→ **ACTIVITY**: All lines holding the word "main" should be located in the records and copied.

##########

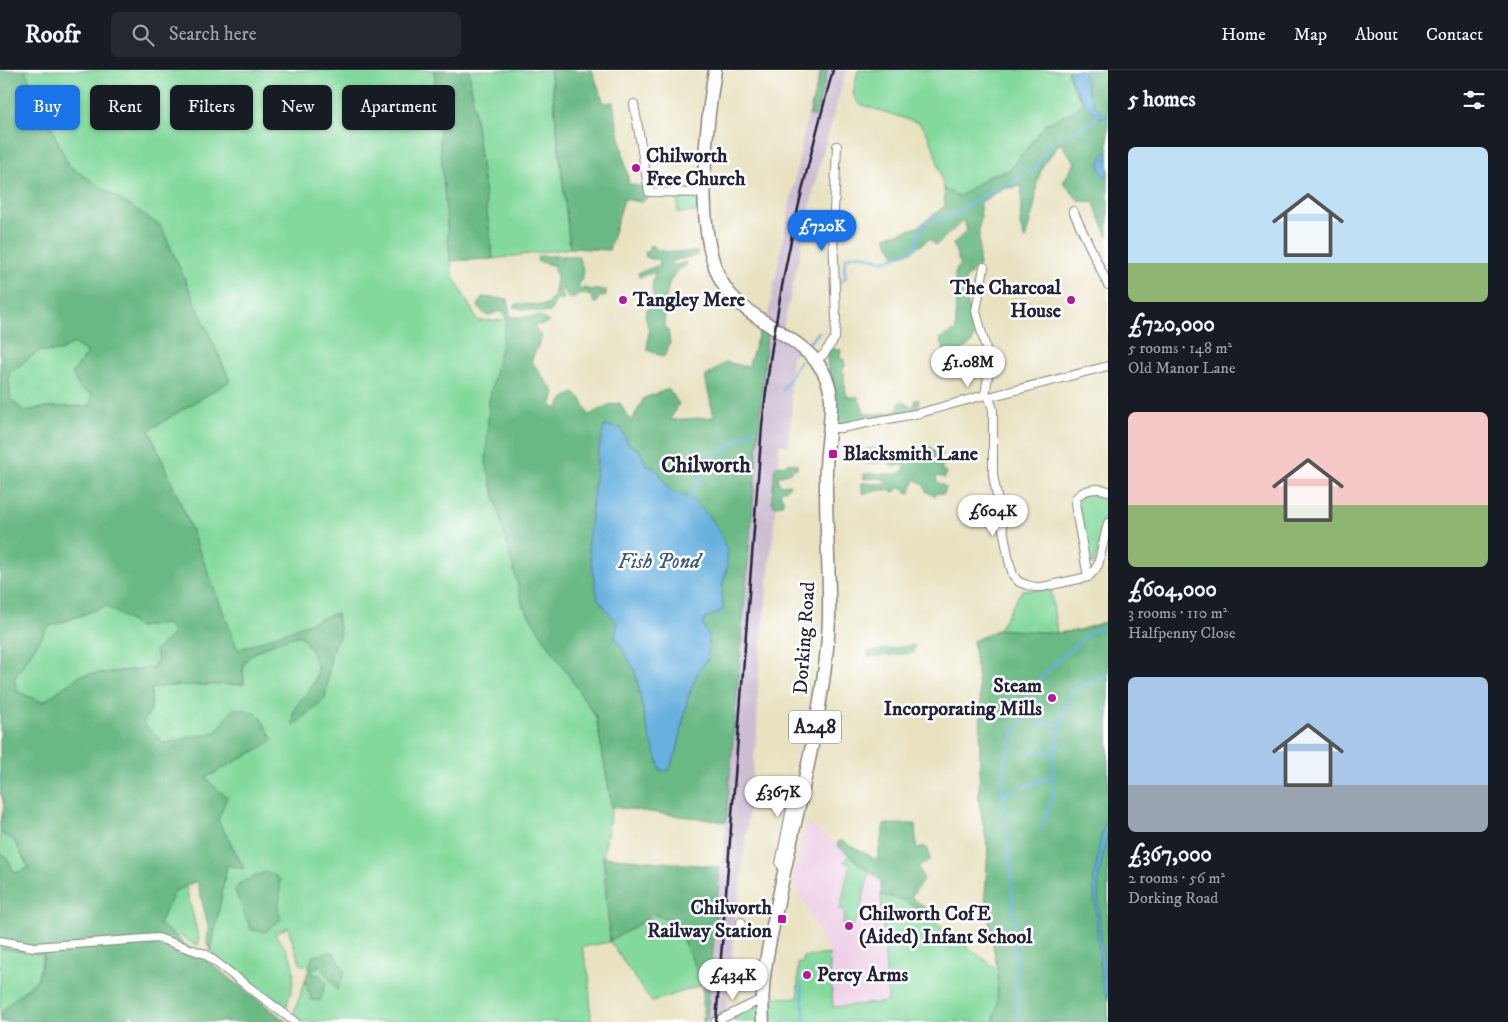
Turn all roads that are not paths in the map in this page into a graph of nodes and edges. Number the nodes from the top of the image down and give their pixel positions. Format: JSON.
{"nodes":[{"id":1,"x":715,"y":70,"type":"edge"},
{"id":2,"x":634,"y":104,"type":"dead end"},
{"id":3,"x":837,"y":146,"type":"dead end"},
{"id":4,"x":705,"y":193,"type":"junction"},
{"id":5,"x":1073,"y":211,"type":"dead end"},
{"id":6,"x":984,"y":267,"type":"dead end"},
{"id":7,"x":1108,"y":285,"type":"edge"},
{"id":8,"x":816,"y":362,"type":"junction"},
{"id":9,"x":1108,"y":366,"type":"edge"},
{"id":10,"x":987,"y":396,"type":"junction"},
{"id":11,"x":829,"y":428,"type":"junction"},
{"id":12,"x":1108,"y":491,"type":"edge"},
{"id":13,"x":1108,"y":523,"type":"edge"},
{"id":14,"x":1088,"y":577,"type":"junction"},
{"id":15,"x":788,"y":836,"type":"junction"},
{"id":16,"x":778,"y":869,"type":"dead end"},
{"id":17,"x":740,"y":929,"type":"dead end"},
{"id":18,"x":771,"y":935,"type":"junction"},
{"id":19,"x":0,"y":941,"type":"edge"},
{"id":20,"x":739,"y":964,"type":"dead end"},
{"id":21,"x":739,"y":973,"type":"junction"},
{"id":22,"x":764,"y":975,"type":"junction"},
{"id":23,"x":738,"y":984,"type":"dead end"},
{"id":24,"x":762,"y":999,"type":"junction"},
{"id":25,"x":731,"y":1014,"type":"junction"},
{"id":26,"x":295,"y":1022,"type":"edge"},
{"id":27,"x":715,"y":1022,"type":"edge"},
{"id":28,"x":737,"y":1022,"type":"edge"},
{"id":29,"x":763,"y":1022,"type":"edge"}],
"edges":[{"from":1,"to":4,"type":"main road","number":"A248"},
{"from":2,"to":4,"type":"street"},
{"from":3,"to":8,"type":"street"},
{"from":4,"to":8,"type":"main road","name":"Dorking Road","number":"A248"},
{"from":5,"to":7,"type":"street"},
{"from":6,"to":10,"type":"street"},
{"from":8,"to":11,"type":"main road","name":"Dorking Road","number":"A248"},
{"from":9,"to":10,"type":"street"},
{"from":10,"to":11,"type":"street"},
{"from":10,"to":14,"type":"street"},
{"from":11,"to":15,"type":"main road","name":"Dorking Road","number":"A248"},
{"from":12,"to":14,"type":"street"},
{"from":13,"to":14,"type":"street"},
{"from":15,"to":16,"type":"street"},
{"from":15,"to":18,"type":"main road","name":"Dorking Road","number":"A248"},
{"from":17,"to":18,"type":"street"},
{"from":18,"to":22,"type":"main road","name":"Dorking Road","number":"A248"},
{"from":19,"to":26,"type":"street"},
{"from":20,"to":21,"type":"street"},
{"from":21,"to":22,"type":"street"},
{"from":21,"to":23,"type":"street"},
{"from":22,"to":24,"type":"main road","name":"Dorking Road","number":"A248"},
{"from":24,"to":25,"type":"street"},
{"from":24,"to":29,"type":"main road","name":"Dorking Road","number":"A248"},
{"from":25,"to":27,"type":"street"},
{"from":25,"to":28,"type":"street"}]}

##########

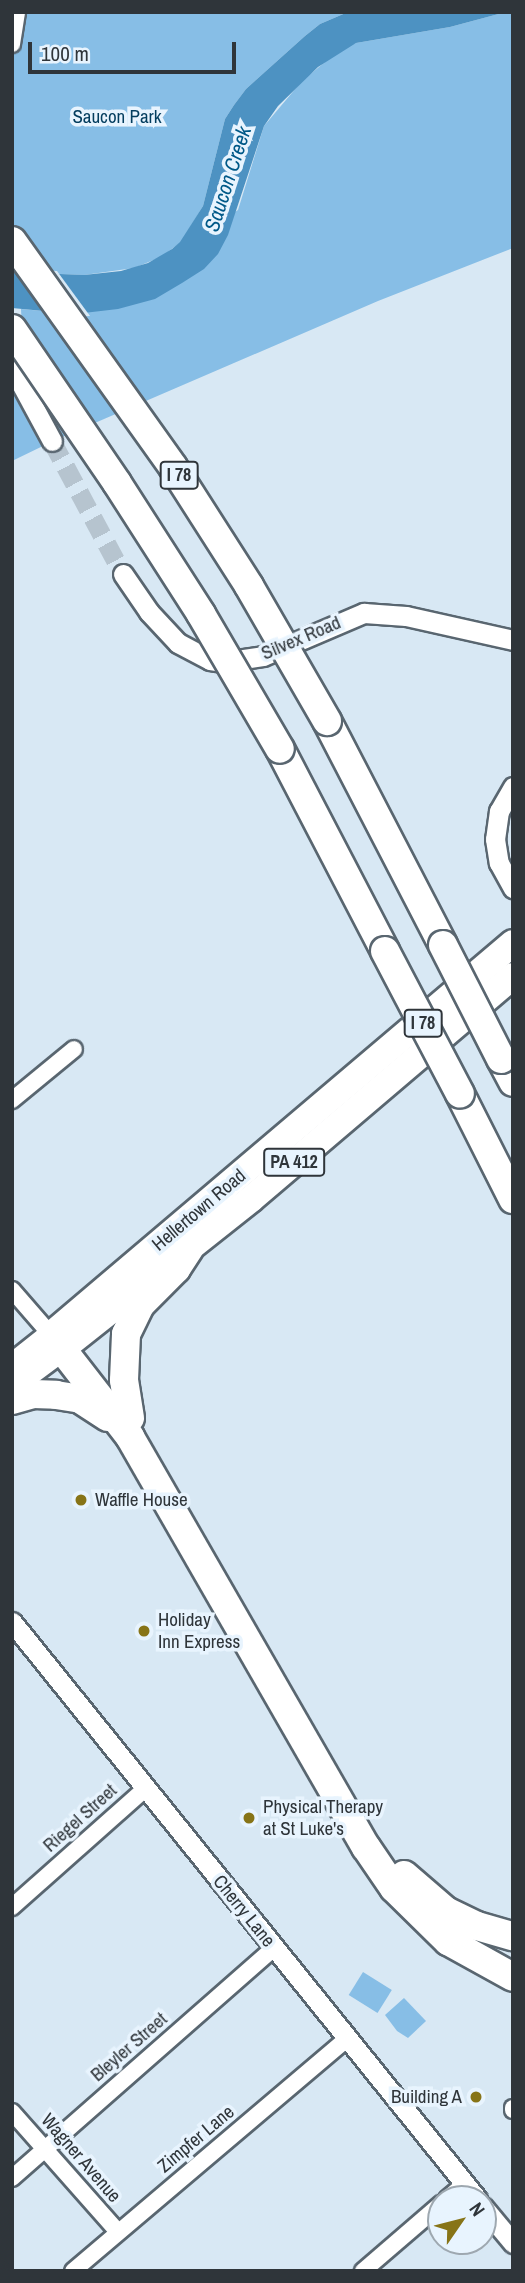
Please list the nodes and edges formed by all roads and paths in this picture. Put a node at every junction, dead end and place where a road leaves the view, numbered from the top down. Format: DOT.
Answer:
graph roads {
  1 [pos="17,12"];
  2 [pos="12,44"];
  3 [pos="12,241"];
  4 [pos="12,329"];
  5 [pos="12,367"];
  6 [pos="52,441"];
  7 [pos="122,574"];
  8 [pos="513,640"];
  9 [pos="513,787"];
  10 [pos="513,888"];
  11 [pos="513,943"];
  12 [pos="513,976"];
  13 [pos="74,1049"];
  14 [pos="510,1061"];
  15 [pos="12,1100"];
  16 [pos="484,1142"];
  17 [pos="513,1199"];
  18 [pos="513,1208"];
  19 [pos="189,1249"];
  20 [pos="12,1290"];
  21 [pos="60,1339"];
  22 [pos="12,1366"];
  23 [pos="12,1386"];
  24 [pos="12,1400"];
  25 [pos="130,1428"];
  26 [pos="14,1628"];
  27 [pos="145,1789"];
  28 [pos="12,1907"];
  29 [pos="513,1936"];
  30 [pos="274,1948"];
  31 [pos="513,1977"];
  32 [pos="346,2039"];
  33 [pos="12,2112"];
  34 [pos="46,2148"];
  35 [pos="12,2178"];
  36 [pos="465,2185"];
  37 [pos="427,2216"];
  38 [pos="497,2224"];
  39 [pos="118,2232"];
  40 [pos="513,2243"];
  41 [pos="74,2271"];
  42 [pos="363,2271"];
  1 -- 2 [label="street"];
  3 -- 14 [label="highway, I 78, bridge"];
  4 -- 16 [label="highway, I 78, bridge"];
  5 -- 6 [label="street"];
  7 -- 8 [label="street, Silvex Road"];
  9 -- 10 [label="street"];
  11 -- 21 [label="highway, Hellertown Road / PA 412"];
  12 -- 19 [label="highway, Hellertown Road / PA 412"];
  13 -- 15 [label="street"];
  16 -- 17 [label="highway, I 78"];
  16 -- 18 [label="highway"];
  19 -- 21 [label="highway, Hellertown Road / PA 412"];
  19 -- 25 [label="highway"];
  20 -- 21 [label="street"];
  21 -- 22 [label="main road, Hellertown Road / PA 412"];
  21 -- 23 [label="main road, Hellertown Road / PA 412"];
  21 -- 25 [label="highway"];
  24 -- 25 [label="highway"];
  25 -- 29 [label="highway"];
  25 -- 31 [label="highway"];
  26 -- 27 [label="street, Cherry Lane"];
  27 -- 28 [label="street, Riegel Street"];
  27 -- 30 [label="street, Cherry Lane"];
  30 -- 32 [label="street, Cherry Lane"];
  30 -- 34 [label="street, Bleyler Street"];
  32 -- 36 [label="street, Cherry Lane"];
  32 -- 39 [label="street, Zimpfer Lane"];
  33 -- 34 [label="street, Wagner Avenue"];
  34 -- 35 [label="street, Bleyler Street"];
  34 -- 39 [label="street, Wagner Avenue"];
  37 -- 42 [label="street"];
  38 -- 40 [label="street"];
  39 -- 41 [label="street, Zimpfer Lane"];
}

##########

→ **PROBLEM SOLUTION**:
"edges":[{"from":1,"to":4,"type":"main road","number":"A248"},
{"from":4,"to":8,"type":"main road","name":"Dorking Road","number":"A248"},
{"from":8,"to":11,"type":"main road","name":"Dorking Road","number":"A248"},
{"from":11,"to":15,"type":"main road","name":"Dorking Road","number":"A248"},
{"from":15,"to":18,"type":"main road","name":"Dorking Road","number":"A248"},
{"from":18,"to":22,"type":"main road","name":"Dorking Road","number":"A248"},
{"from":22,"to":24,"type":"main road","name":"Dorking Road","number":"A248"},
{"from":24,"to":29,"type":"main road","name":"Dorking Road","number":"A248"},
  21 -- 22 [label="main road, Hellertown Road / PA 412"];
  21 -- 23 [label="main road, Hellertown Road / PA 412"];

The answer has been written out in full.